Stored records
::::

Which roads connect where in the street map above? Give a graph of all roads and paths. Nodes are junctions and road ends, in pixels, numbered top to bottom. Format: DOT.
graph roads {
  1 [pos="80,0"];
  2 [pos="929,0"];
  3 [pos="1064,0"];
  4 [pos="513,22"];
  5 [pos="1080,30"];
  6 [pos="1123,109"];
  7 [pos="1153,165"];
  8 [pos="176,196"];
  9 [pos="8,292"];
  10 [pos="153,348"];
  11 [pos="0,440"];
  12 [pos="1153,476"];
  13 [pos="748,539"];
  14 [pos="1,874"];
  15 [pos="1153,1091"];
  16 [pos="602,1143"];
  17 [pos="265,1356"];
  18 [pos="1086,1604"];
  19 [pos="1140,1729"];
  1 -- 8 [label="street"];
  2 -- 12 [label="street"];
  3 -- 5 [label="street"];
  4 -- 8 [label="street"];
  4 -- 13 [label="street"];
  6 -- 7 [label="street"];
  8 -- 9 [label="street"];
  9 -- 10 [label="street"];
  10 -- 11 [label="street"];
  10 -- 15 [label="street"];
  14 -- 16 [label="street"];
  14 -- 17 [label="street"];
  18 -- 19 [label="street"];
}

::::

* **TASK STATEMENT**
Print all of the entries exactly as they appear.

* **EXERCISE ANSWER**
Which roads connect where in the street map above? Give a graph of all roads and paths. Nodes are junctions and road ends, in pixels, numbered top to bottom. Format: DOT.
graph roads {
  1 [pos="80,0"];
  2 [pos="929,0"];
  3 [pos="1064,0"];
  4 [pos="513,22"];
  5 [pos="1080,30"];
  6 [pos="1123,109"];
  7 [pos="1153,165"];
  8 [pos="176,196"];
  9 [pos="8,292"];
  10 [pos="153,348"];
  11 [pos="0,440"];
  12 [pos="1153,476"];
  13 [pos="748,539"];
  14 [pos="1,874"];
  15 [pos="1153,1091"];
  16 [pos="602,1143"];
  17 [pos="265,1356"];
  18 [pos="1086,1604"];
  19 [pos="1140,1729"];
  1 -- 8 [label="street"];
  2 -- 12 [label="street"];
  3 -- 5 [label="street"];
  4 -- 8 [label="street"];
  4 -- 13 [label="street"];
  6 -- 7 [label="street"];
  8 -- 9 [label="street"];
  9 -- 10 [label="street"];
  10 -- 11 [label="street"];
  10 -- 15 [label="street"];
  14 -- 16 [label="street"];
  14 -- 17 [label="street"];
  18 -- 19 [label="street"];
}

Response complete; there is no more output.